Nos asustan de pequeños, nos cuentan horribles cuentos, usando el miedo como escudo protector porque para la prudencia y la conciencia creen que no estamos preparados. Y así nos educan y después nunca se es suficientemente grande para superar el miedo. Nos intimidan, y nos dicen que vendrá el coco y te comerá, si no te duermes, si no haces caso. No tendrás regalos, porque los reyes te están mirando. No te portes mal, porque Dios sabe lo que haces. Y así, las normas, se inculcan a fuego no por convencimiento sino por vencimiento.
Me quiero negar, en la medida de lo posible, a usar el miedo para explicar el absoluto horror en todos los sentidos que nos acecha como humanidad con el avance imparable de las derechas y las extremas derechas.
Quiero que al mundo le mueva el amor y no el pavor. Y que sea el orgullo de vivir en libertad y no la amenaza a perderla la que nos haga abrir los ojos y la boca para ver lo que nos acecha y gritar que no lo queremos.
Me gustaría, mucho, no tener que recordar que Hitler llegó al poder ganando unas elecciones, a través del odio profundo a los judíos y el uso de la demagogia y el marketing para convencer o dejar hacer con el dogma de que todo ese pueblo merecía ser exterminado.
Sería fantástico, que todo aquel que está comprando y asumiendo el discurso de la ultra derecha sobre la inmigración, pudiese valorar con criterio y en base a los datos si la percepción es real o impuesta. Hablar de separar delincuencia de inmigración sin que la generalización o el estigma imperen.
Pero no suele funcionar. En su lugar, las mentiras con nombre nos quitan el trabajo, nos roban, no pagan igual que nosotros, les ayudan más que a mí y viven en guetos sustituyen el espejo dónde no vemos nuestra propia intolerancia. Esa de la que acusamos al prójimo, solo por ser diferente.
Sus costumbres son las raras, no las nuestras. Sus formas las desordenadas, no las nuestras.
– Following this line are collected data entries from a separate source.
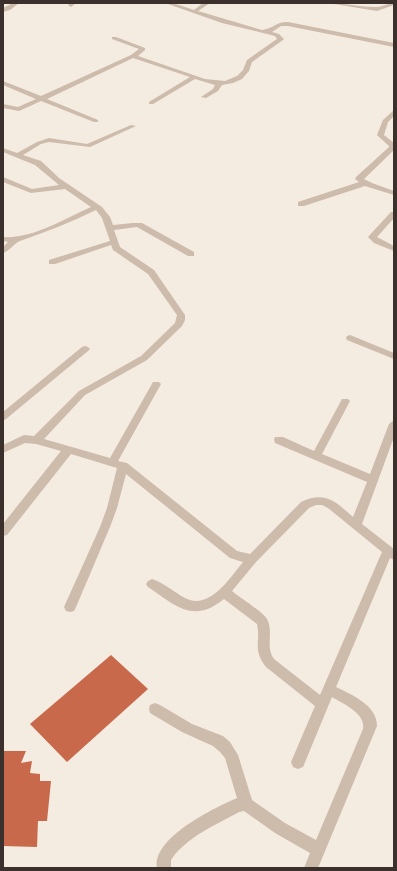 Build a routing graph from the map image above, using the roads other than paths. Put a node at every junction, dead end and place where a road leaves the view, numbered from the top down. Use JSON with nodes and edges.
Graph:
{"nodes":[{"id":1,"x":16,"y":3,"type":"edge"},
{"id":2,"x":168,"y":3,"type":"edge"},
{"id":3,"x":207,"y":3,"type":"edge"},
{"id":4,"x":331,"y":3,"type":"edge"},
{"id":5,"x":394,"y":3,"type":"edge"},
{"id":6,"x":3,"y":10,"type":"edge"},
{"id":7,"x":194,"y":12,"type":"junction"},
{"id":8,"x":266,"y":32,"type":"junction"},
{"id":9,"x":114,"y":38,"type":"dead end"},
{"id":10,"x":394,"y":45,"type":"edge"},
{"id":11,"x":133,"y":56,"type":"junction"},
{"id":12,"x":195,"y":77,"type":"junction"},
{"id":13,"x":3,"y":83,"type":"edge"},
{"id":14,"x":219,"y":83,"type":"junction"},
{"id":15,"x":204,"y":97,"type":"dead end"},
{"id":16,"x":40,"y":99,"type":"junction"},
{"id":17,"x":151,"y":104,"type":"dead end"},
{"id":18,"x":3,"y":106,"type":"edge"},
{"id":19,"x":394,"y":112,"type":"edge"},
{"id":20,"x":96,"y":121,"type":"dead end"},
{"id":21,"x":132,"y":126,"type":"dead end"},
{"id":22,"x":3,"y":150,"type":"edge"},
{"id":23,"x":18,"y":155,"type":"junction"},
{"id":24,"x":3,"y":179,"type":"edge"},
{"id":25,"x":365,"y":183,"type":"junction"},
{"id":26,"x":65,"y":187,"type":"junction"},
{"id":27,"x":394,"y":193,"type":"edge"},
{"id":28,"x":301,"y":204,"type":"dead end"},
{"id":29,"x":96,"y":207,"type":"junction"},
{"id":30,"x":394,"y":214,"type":"edge"},
{"id":31,"x":110,"y":228,"type":"junction"},
{"id":32,"x":3,"y":239,"type":"edge"},
{"id":33,"x":15,"y":240,"type":"junction"},
{"id":34,"x":113,"y":242,"type":"junction"},
{"id":35,"x":394,"y":249,"type":"edge"},
{"id":36,"x":3,"y":251,"type":"edge"},
{"id":37,"x":191,"y":254,"type":"dead end"},
{"id":38,"x":52,"y":262,"type":"dead end"},
{"id":39,"x":350,"y":338,"type":"dead end"},
{"id":40,"x":85,"y":349,"type":"dead end"},
{"id":41,"x":394,"y":356,"type":"edge"},
{"id":42,"x":156,"y":384,"type":"dead end"},
{"id":43,"x":345,"y":401,"type":"dead end"},
{"id":44,"x":3,"y":417,"type":"edge"},
{"id":45,"x":394,"y":424,"type":"edge"},
{"id":46,"x":36,"y":440,"type":"junction"},
{"id":47,"x":279,"y":440,"type":"dead end"},
{"id":48,"x":3,"y":449,"type":"edge"},
{"id":49,"x":69,"y":450,"type":"junction"},
{"id":50,"x":316,"y":456,"type":"junction"},
{"id":51,"x":117,"y":464,"type":"junction"},
{"id":52,"x":373,"y":480,"type":"junction"},
{"id":53,"x":356,"y":524,"type":"junction"},
{"id":54,"x":3,"y":532,"type":"edge"},
{"id":55,"x":391,"y":553,"type":"edge"},
{"id":56,"x":252,"y":559,"type":"junction"},
{"id":57,"x":152,"y":584,"type":"dead end"},
{"id":58,"x":224,"y":592,"type":"junction"},
{"id":59,"x":70,"y":607,"type":"dead end"},
{"id":60,"x":329,"y":689,"type":"junction"},
{"id":61,"x":322,"y":704,"type":"junction"},
{"id":62,"x":155,"y":709,"type":"dead end"},
{"id":63,"x":298,"y":762,"type":"dead end"},
{"id":64,"x":255,"y":811,"type":"junction"},
{"id":65,"x":319,"y":850,"type":"junction"},
{"id":66,"x":164,"y":868,"type":"edge"},
{"id":67,"x":311,"y":868,"type":"edge"}],
"edges":[{"from":1,"to":6,"type":"street"},
{"from":2,"to":7,"type":"street"},
{"from":3,"to":7,"type":"street"},
{"from":4,"to":5,"type":"street"},
{"from":7,"to":8,"type":"street"},
{"from":8,"to":10,"type":"street"},
{"from":8,"to":14,"type":"street"},
{"from":9,"to":11,"type":"street"},
{"from":11,"to":12,"type":"street"},
{"from":11,"to":16,"type":"street"},
{"from":12,"to":14,"type":"street"},
{"from":12,"to":17,"type":"street"},
{"from":13,"to":16,"type":"street"},
{"from":14,"to":15,"type":"street"},
{"from":16,"to":18,"type":"street"},
{"from":16,"to":20,"type":"street"},
{"from":19,"to":25,"type":"street"},
{"from":21,"to":23,"type":"street"},
{"from":22,"to":23,"type":"street"},
{"from":23,"to":26,"type":"street"},
{"from":24,"to":26,"type":"street"},
{"from":25,"to":27,"type":"street"},
{"from":25,"to":28,"type":"street"},
{"from":26,"to":29,"type":"street"},
{"from":29,"to":31,"type":"street"},
{"from":29,"to":33,"type":"street"},
{"from":30,"to":35,"type":"street"},
{"from":31,"to":34,"type":"street"},
{"from":31,"to":37,"type":"street"},
{"from":32,"to":33,"type":"street"},
{"from":33,"to":36,"type":"street"},
{"from":34,"to":38,"type":"street"},
{"from":34,"to":46,"type":"street"},
{"from":39,"to":41,"type":"street"},
{"from":40,"to":44,"type":"street"},
{"from":42,"to":51,"type":"street"},
{"from":43,"to":50,"type":"street"},
{"from":45,"to":52,"type":"street"},
{"from":46,"to":48,"type":"street"},
{"from":46,"to":49,"type":"street"},
{"from":47,"to":50,"type":"street"},
{"from":49,"to":51,"type":"street"},
{"from":49,"to":54,"type":"street"},
{"from":50,"to":52,"type":"street"},
{"from":51,"to":56,"type":"street"},
{"from":51,"to":59,"type":"street"},
{"from":52,"to":53,"type":"street"},
{"from":53,"to":55,"type":"street"},
{"from":53,"to":56,"type":"street"},
{"from":55,"to":60,"type":"street"},
{"from":56,"to":58,"type":"street"},
{"from":57,"to":58,"type":"street"},
{"from":58,"to":61,"type":"street"},
{"from":60,"to":61,"type":"street"},
{"from":60,"to":65,"type":"street"},
{"from":61,"to":63,"type":"street"},
{"from":62,"to":64,"type":"street"},
{"from":64,"to":65,"type":"street"},
{"from":64,"to":66,"type":"street"},
{"from":65,"to":67,"type":"street"}]} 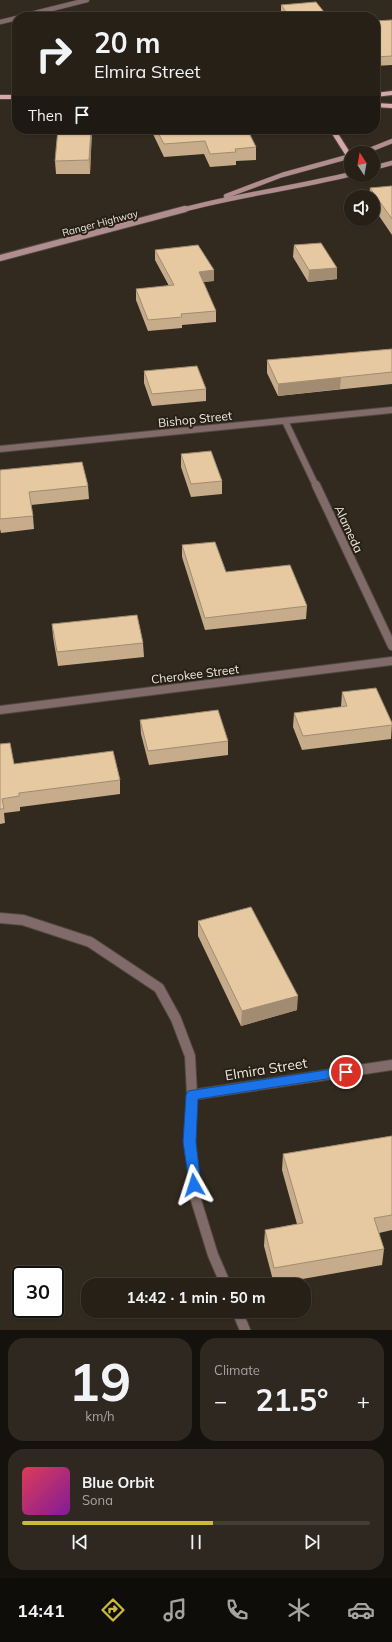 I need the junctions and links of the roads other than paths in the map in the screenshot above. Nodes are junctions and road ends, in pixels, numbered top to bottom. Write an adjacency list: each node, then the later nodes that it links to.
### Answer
1 (87, 0): 2 (street)
2 (38, 12)
3 (12, 19): 4 (street)
4 (0, 22)
5 (392, 89): 6 (main road)
6 (380, 90)
7 (392, 93): 8 (main road)
8 (380, 94)
9 (0, 97): 10 (main road)
10 (12, 97)
11 (380, 105): 12 (main road)
12 (392, 106)
13 (335, 134): 16 (main road)
14 (392, 142): 15 (main road)
15 (380, 146)
16 (344, 148)
17 (344, 159): 21 (main road, Ranger Highway)
18 (392, 163): 19 (main road)
19 (380, 166)
20 (344, 176): 21 (main road, Ranger Highway)
21 (204, 204): 22 (main road, Ranger Highway)
22 (0, 258)
23 (392, 410): 24 (street, Bishop Street)
24 (285, 421): 25 (street, Bishop Street); 26 (street, Alameda)
25 (0, 449)
26 (392, 646)
27 (392, 661): 28 (street, Cherokee Street)
28 (0, 710)
29 (0, 918): 31 (street)
30 (392, 1064): 31 (street, Elmira Street)
31 (192, 1095): 32 (street)
32 (223, 1278)
33 (240, 1318): 34 (street)
34 (245, 1330) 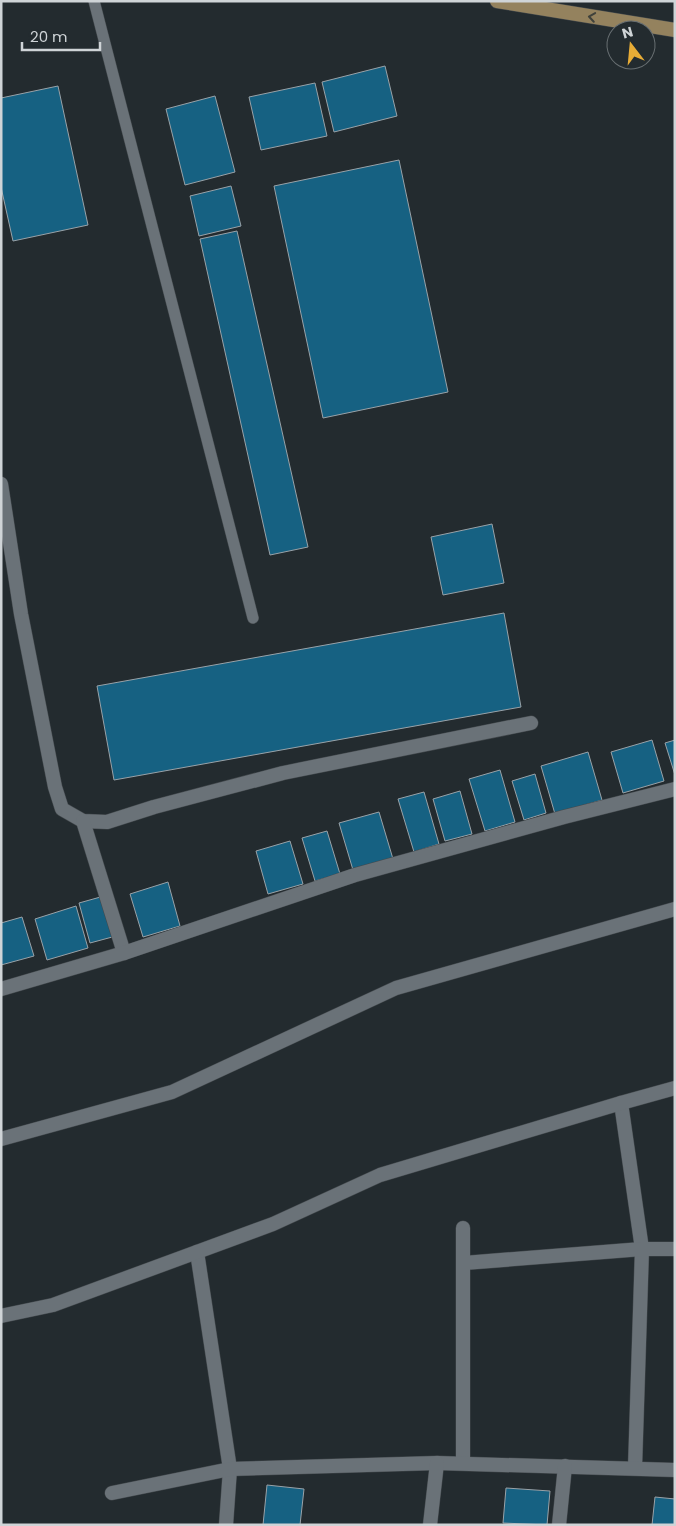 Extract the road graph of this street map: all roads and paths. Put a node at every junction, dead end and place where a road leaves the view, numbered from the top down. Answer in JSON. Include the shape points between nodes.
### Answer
{"nodes":[{"id":1,"x":94,"y":1,"type":"edge"},
{"id":2,"x":496,"y":1,"type":"edge"},
{"id":3,"x":675,"y":30,"type":"edge"},
{"id":4,"x":1,"y":484,"type":"edge"},
{"id":5,"x":253,"y":618,"type":"dead end"},
{"id":6,"x":531,"y":723,"type":"dead end"},
{"id":7,"x":675,"y":789,"type":"edge"},
{"id":8,"x":83,"y":821,"type":"junction"},
{"id":9,"x":675,"y":909,"type":"edge"},
{"id":10,"x":124,"y":953,"type":"junction"},
{"id":11,"x":1,"y":989,"type":"edge"},
{"id":12,"x":675,"y":1088,"type":"edge"},
{"id":13,"x":621,"y":1103,"type":"junction"},
{"id":14,"x":1,"y":1139,"type":"edge"},
{"id":15,"x":463,"y":1228,"type":"dead end"},
{"id":16,"x":642,"y":1249,"type":"junction"},
{"id":17,"x":675,"y":1249,"type":"edge"},
{"id":18,"x":198,"y":1252,"type":"junction"},
{"id":19,"x":464,"y":1263,"type":"junction"},
{"id":20,"x":1,"y":1316,"type":"edge"},
{"id":21,"x":437,"y":1463,"type":"junction"},
{"id":22,"x":463,"y":1464,"type":"junction"},
{"id":23,"x":565,"y":1466,"type":"junction"},
{"id":24,"x":635,"y":1468,"type":"junction"},
{"id":25,"x":230,"y":1469,"type":"junction"},
{"id":26,"x":675,"y":1470,"type":"edge"},
{"id":27,"x":112,"y":1493,"type":"dead end"},
{"id":28,"x":226,"y":1525,"type":"edge"},
{"id":29,"x":430,"y":1525,"type":"edge"},
{"id":30,"x":559,"y":1525,"type":"edge"}],
"edges":[{"from":1,"to":5,"type":"lane"},
{"from":3,"to":2,"type":"main road","one_way":true},
{"from":4,"to":8,"type":"street","via":[[21,614],[55,788],[62,809]]},
{"from":6,"to":8,"type":"street","via":[[283,773],[107,822]]},
{"from":7,"to":10,"type":"street","via":[[564,816],[355,875]]},
{"from":8,"to":10,"type":"street"},
{"from":9,"to":14,"type":"street","via":[[396,988],[172,1092]]},
{"from":10,"to":11,"type":"street"},
{"from":12,"to":13,"type":"street"},
{"from":13,"to":16,"type":"street"},
{"from":13,"to":18,"type":"street","via":[[380,1175],[273,1224]]},
{"from":15,"to":19,"type":"street"},
{"from":16,"to":17,"type":"street"},
{"from":16,"to":19,"type":"street"},
{"from":16,"to":24,"type":"street"},
{"from":18,"to":20,"type":"street","via":[[53,1305]]},
{"from":18,"to":25,"type":"street"},
{"from":19,"to":22,"type":"street"},
{"from":21,"to":22,"type":"street"},
{"from":21,"to":25,"type":"street"},
{"from":21,"to":29,"type":"street"},
{"from":22,"to":23,"type":"street"},
{"from":23,"to":24,"type":"street"},
{"from":23,"to":30,"type":"street"},
{"from":24,"to":26,"type":"street"},
{"from":25,"to":27,"type":"street"},
{"from":25,"to":28,"type":"street"}]}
Su integración la insuficiente, y no… nunca la nuestra.
Me encantaría, no tener que usar el van a venir. Van a aprovechar esta era de desinformación provocada por el exceso de la misma, para reducir tus derechos, para eliminar la igualdad, para reinstaurar los privilegios, para volver a premiar al que más tiene para que pueda seguir siendo más y más y más sobre el que menos. Van a volver a decirnos qué podemos leer y que no, y si les apuras volverán a discutir lo que podemos hablar y lo que no. Y no, no quiero tener que asustaros y usar este miedo que tengo a que otra vez las mujeres tengamos que hablar de violencia doméstica, como si pegarnos, ultrajarnos, matarnos fuera una cosa que pasa de puertas adentro y no de manera estructural. Y no como un problema social.
No quisiera deciros que si dicen que el feminismo ha ido demasiado lejos es solo porque el machismo no quiere perder posiciones y aprieta fuerte. Y que si le dejamos, nos podemos ver como el Cuento de la criada. Y no tan ficticio. Como una mujer, cualquiera, no pudiendo abrir una cuenta en un banco, no pudiendo estudiar, no pudiendo elegir. Y no es que pueda llegar a pasar, es que ya ha pasado y es que en algunos lugares del mundo aún pasa.
Y sí, confieso, no quiero usar el miedo pero lo tengo. El progreso, que a todas luces es un término positivo, se da de bruces cuando muchos lo tiñen de demasiado libertino, de excesivo. ¿Excesivo para quién?
¿De qué tenéis miedo?
Ojalá pudiese apelar a la responsabilidad de cada uno, al bien común, a la coherencia, el respeto y la empatía y desde esa torre desde la que puedes otearlo todo (como decían en la fantástica “LA Torre De Suso”, verlo todo desde arriba…) desde ahí decirnos que no podemos permitir que la derecha dé un solo paso más hacia un lugar en el que no todos valemos por igual, no todos tenemos las mismas oportunidades y por lo tanto no todos podremos disfrutar de los mismos derechos.
Porque hoy puedes ser tú el privilegiado, pero mañana pueden venir a por ti. ¿Ves? Vuelvo a usar el miedo.